Task objective » Pictures must be dropped from the copy of the entries below; all else is returned exactly.

Input »
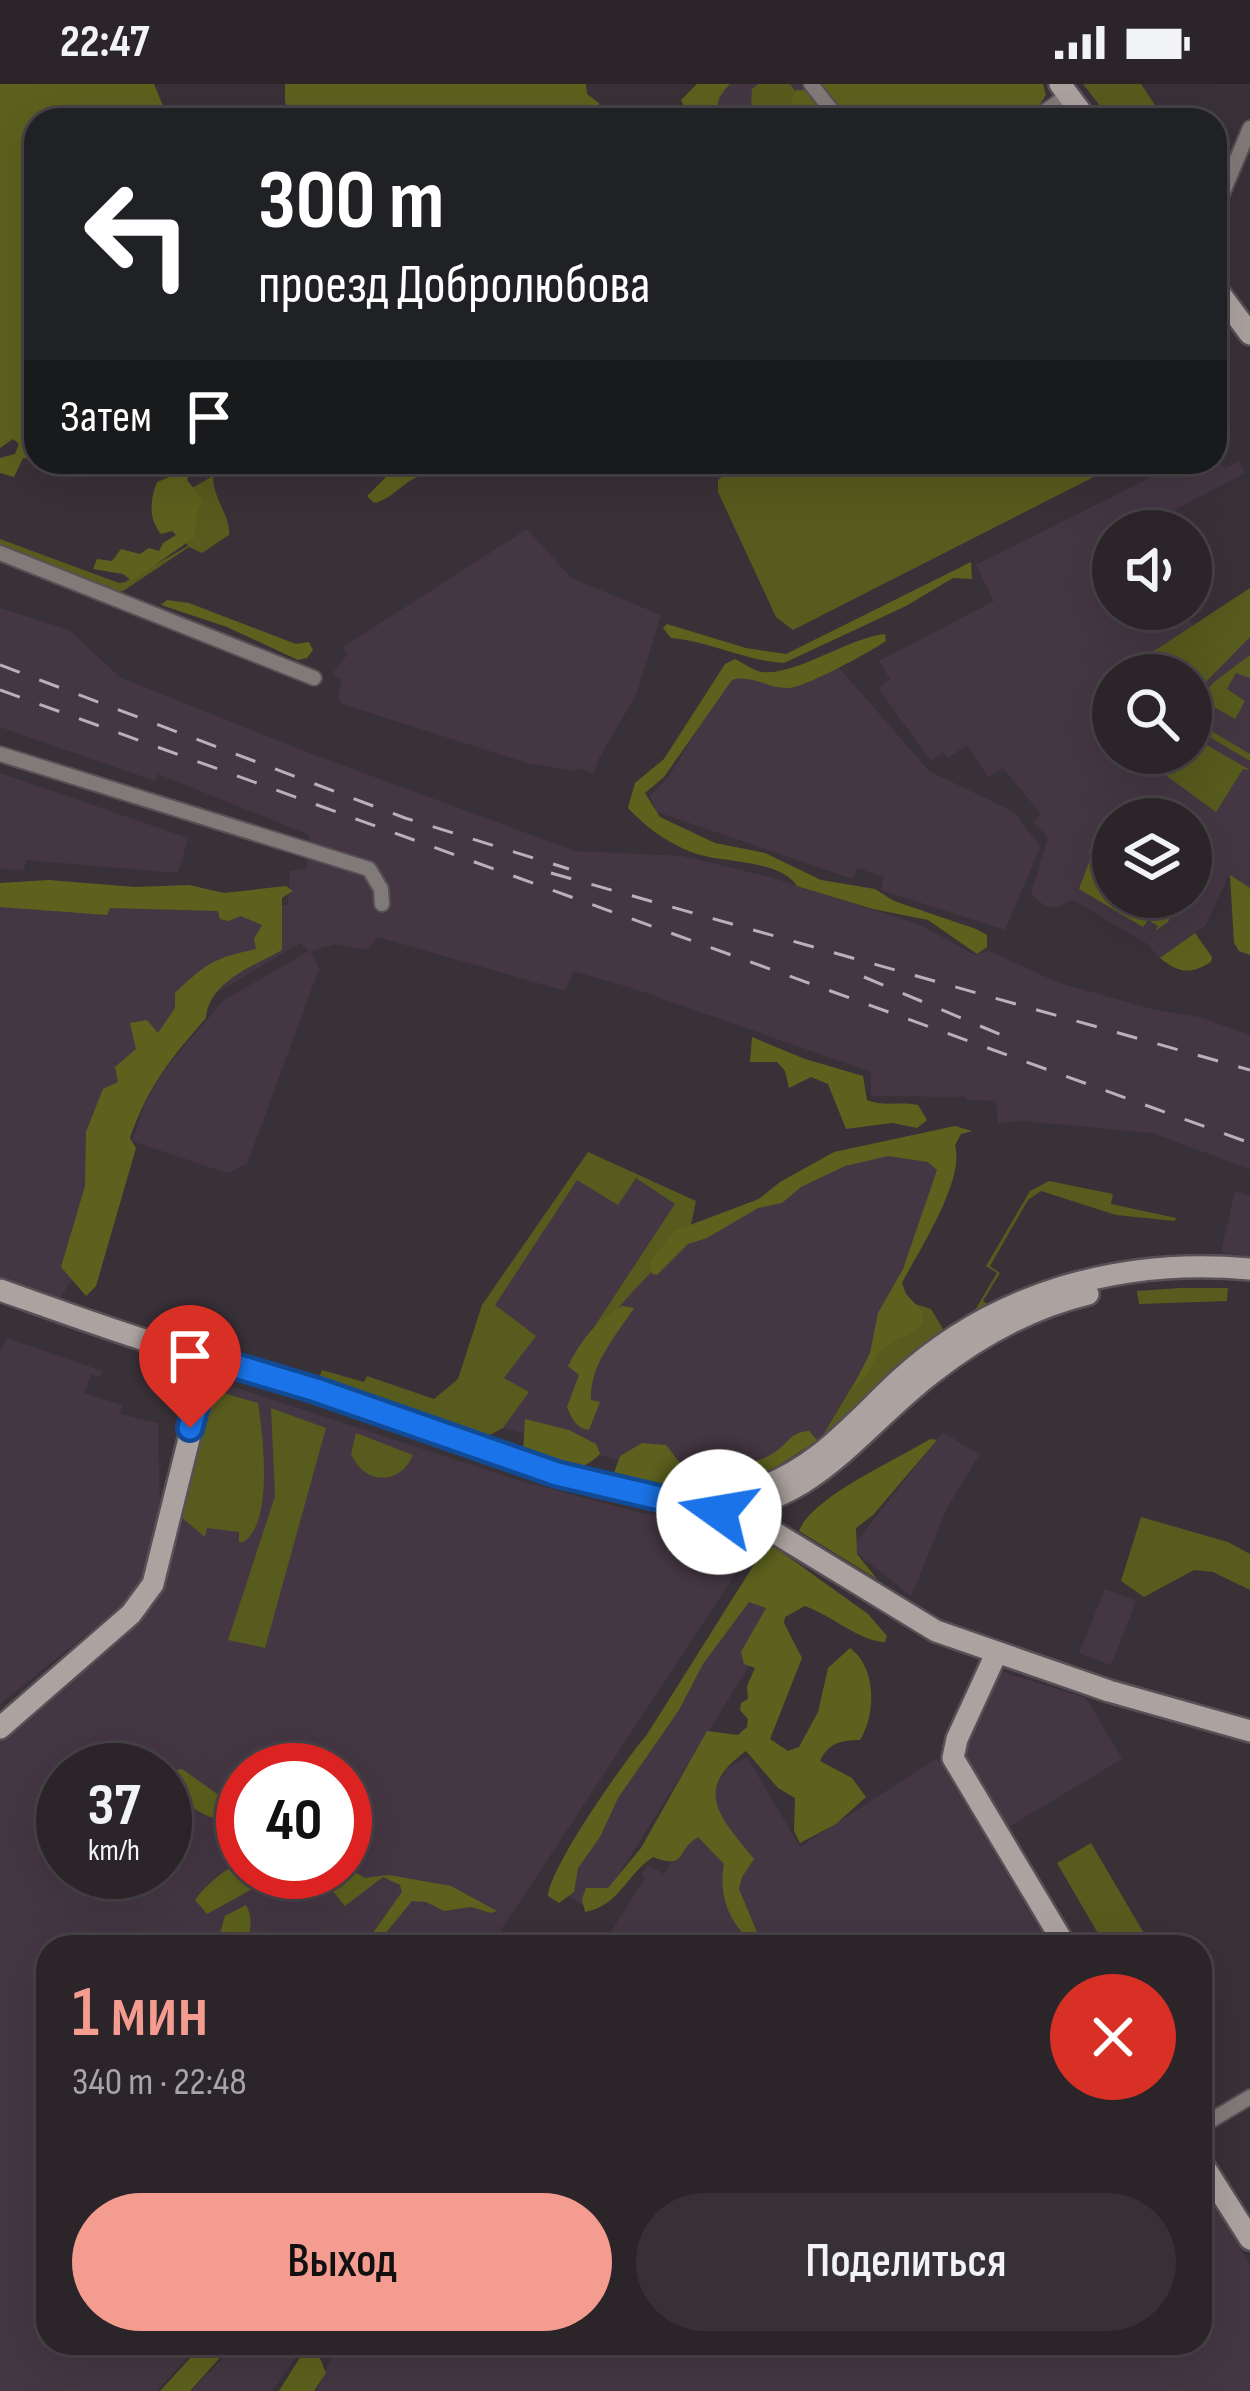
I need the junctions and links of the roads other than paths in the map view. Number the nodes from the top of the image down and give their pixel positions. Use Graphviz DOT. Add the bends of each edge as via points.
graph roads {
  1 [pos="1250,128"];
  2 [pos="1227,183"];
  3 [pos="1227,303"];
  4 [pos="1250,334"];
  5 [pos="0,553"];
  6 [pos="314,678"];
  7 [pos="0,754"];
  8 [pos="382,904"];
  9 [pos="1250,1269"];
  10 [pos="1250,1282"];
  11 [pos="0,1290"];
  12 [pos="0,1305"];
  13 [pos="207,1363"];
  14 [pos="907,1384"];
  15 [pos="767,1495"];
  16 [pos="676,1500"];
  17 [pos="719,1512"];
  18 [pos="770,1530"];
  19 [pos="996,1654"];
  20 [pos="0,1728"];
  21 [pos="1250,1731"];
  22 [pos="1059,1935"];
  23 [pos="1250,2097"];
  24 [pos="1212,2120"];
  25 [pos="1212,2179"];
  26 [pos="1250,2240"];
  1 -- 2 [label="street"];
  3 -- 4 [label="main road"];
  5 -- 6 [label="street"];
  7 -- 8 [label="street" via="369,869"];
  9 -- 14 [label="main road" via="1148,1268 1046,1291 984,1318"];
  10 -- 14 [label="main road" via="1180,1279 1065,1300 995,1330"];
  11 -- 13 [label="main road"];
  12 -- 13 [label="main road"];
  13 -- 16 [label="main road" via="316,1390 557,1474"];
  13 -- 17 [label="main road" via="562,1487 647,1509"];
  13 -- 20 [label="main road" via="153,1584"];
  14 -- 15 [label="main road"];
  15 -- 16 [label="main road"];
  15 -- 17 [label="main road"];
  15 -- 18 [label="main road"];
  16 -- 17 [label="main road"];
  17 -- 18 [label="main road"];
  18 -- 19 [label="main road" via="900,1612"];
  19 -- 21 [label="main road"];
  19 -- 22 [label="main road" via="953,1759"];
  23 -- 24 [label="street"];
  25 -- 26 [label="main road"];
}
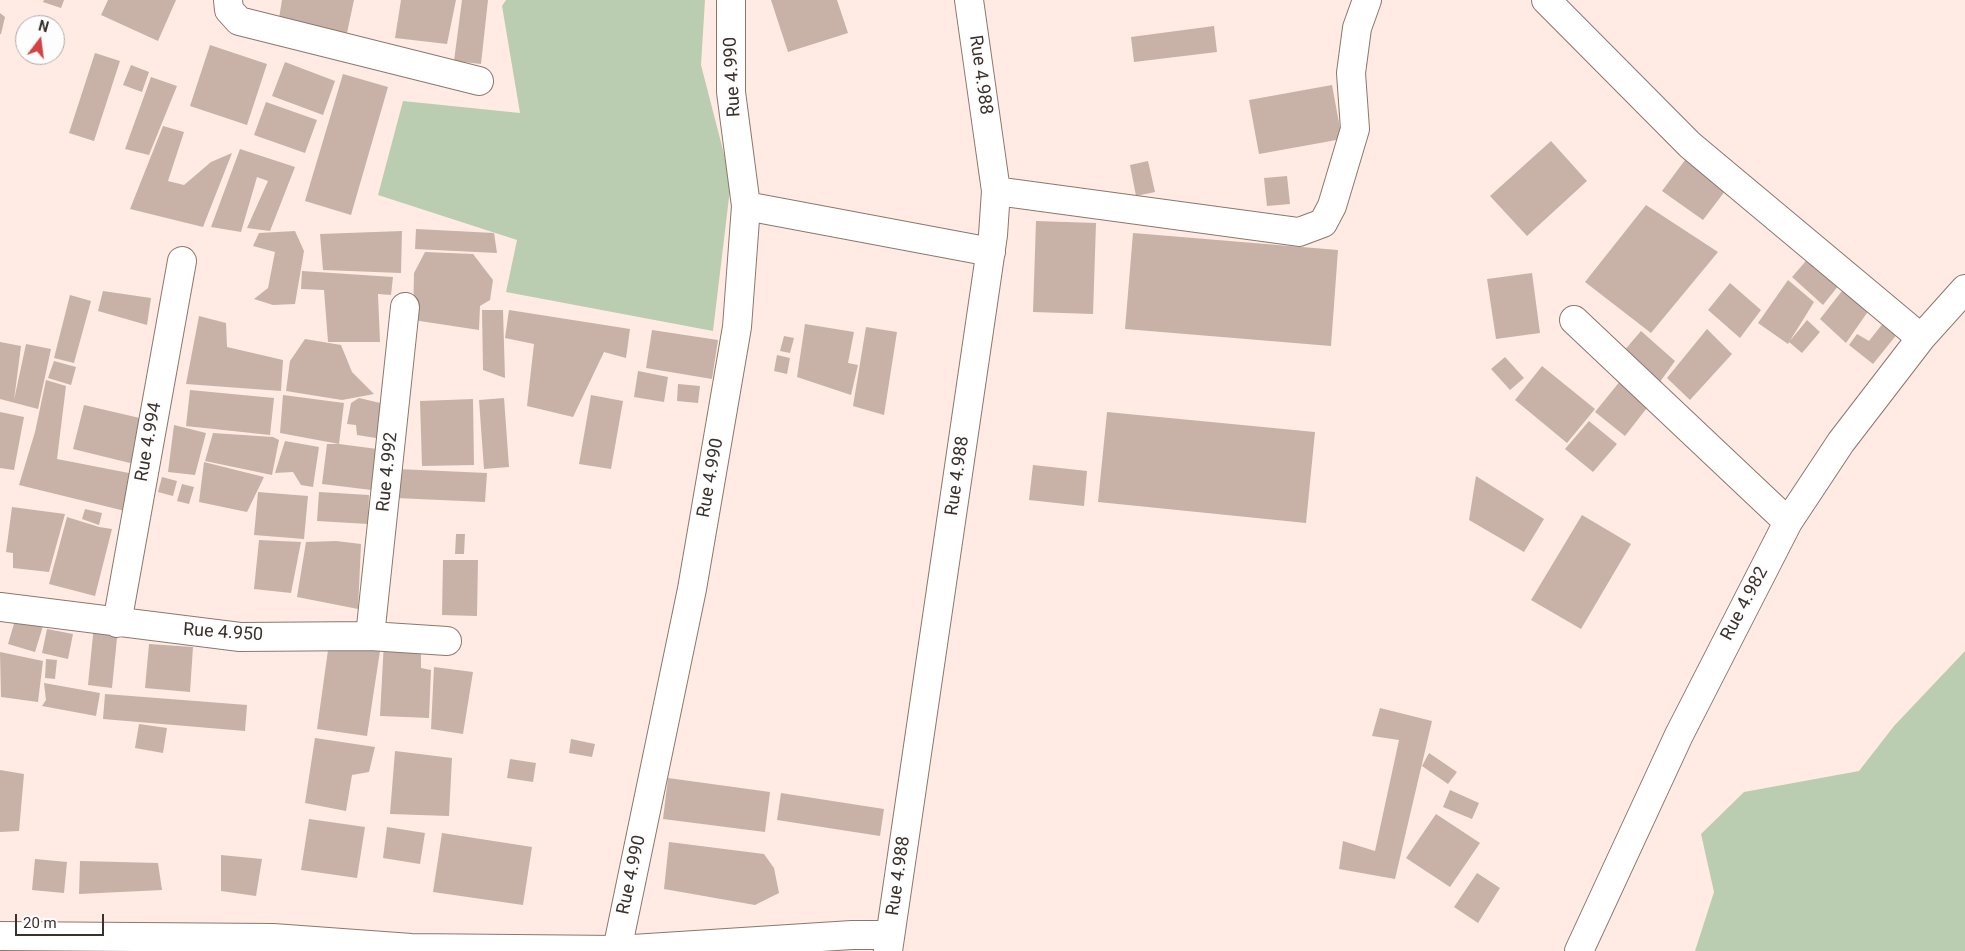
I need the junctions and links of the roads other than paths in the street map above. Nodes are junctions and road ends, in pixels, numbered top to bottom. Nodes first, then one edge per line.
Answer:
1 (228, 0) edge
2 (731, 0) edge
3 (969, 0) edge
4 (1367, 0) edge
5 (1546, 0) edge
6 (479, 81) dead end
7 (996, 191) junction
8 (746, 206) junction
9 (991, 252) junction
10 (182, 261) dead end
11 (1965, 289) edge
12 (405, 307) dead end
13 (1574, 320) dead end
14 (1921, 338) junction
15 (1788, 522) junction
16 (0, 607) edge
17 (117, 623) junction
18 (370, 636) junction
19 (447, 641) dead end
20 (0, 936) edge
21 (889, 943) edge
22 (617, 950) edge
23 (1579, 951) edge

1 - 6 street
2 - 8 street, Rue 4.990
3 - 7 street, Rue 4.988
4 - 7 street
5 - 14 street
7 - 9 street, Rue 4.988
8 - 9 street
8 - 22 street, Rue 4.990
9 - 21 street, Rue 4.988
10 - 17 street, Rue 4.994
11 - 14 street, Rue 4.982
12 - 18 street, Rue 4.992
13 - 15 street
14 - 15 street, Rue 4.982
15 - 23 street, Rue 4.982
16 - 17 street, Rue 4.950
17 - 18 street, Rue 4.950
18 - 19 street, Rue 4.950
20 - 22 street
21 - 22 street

Answer to this exercise »
I need the junctions and links of the roads other than paths in the map view. Number the nodes from the top of the image down and give their pixel positions. Use Graphviz DOT. Add the bends of each edge as via points.
graph roads {
  1 [pos="1250,128"];
  2 [pos="1227,183"];
  3 [pos="1227,303"];
  4 [pos="1250,334"];
  5 [pos="0,553"];
  6 [pos="314,678"];
  7 [pos="0,754"];
  8 [pos="382,904"];
  9 [pos="1250,1269"];
  10 [pos="1250,1282"];
  11 [pos="0,1290"];
  12 [pos="0,1305"];
  13 [pos="207,1363"];
  14 [pos="907,1384"];
  15 [pos="767,1495"];
  16 [pos="676,1500"];
  17 [pos="719,1512"];
  18 [pos="770,1530"];
  19 [pos="996,1654"];
  20 [pos="0,1728"];
  21 [pos="1250,1731"];
  22 [pos="1059,1935"];
  23 [pos="1250,2097"];
  24 [pos="1212,2120"];
  25 [pos="1212,2179"];
  26 [pos="1250,2240"];
  1 -- 2 [label="street"];
  3 -- 4 [label="main road"];
  5 -- 6 [label="street"];
  7 -- 8 [label="street" via="369,869"];
  9 -- 14 [label="main road" via="1148,1268 1046,1291 984,1318"];
  10 -- 14 [label="main road" via="1180,1279 1065,1300 995,1330"];
  11 -- 13 [label="main road"];
  12 -- 13 [label="main road"];
  13 -- 16 [label="main road" via="316,1390 557,1474"];
  13 -- 17 [label="main road" via="562,1487 647,1509"];
  13 -- 20 [label="main road" via="153,1584"];
  14 -- 15 [label="main road"];
  15 -- 16 [label="main road"];
  15 -- 17 [label="main road"];
  15 -- 18 [label="main road"];
  16 -- 17 [label="main road"];
  17 -- 18 [label="main road"];
  18 -- 19 [label="main road" via="900,1612"];
  19 -- 21 [label="main road"];
  19 -- 22 [label="main road" via="953,1759"];
  23 -- 24 [label="street"];
  25 -- 26 [label="main road"];
}
I need the junctions and links of the roads other than paths in the street map above. Nodes are junctions and road ends, in pixels, numbered top to bottom. Nodes first, then one edge per line.
Answer:
1 (228, 0) edge
2 (731, 0) edge
3 (969, 0) edge
4 (1367, 0) edge
5 (1546, 0) edge
6 (479, 81) dead end
7 (996, 191) junction
8 (746, 206) junction
9 (991, 252) junction
10 (182, 261) dead end
11 (1965, 289) edge
12 (405, 307) dead end
13 (1574, 320) dead end
14 (1921, 338) junction
15 (1788, 522) junction
16 (0, 607) edge
17 (117, 623) junction
18 (370, 636) junction
19 (447, 641) dead end
20 (0, 936) edge
21 (889, 943) edge
22 (617, 950) edge
23 (1579, 951) edge

1 - 6 street
2 - 8 street, Rue 4.990
3 - 7 street, Rue 4.988
4 - 7 street
5 - 14 street
7 - 9 street, Rue 4.988
8 - 9 street
8 - 22 street, Rue 4.990
9 - 21 street, Rue 4.988
10 - 17 street, Rue 4.994
11 - 14 street, Rue 4.982
12 - 18 street, Rue 4.992
13 - 15 street
14 - 15 street, Rue 4.982
15 - 23 street, Rue 4.982
16 - 17 street, Rue 4.950
17 - 18 street, Rue 4.950
18 - 19 street, Rue 4.950
20 - 22 street
21 - 22 street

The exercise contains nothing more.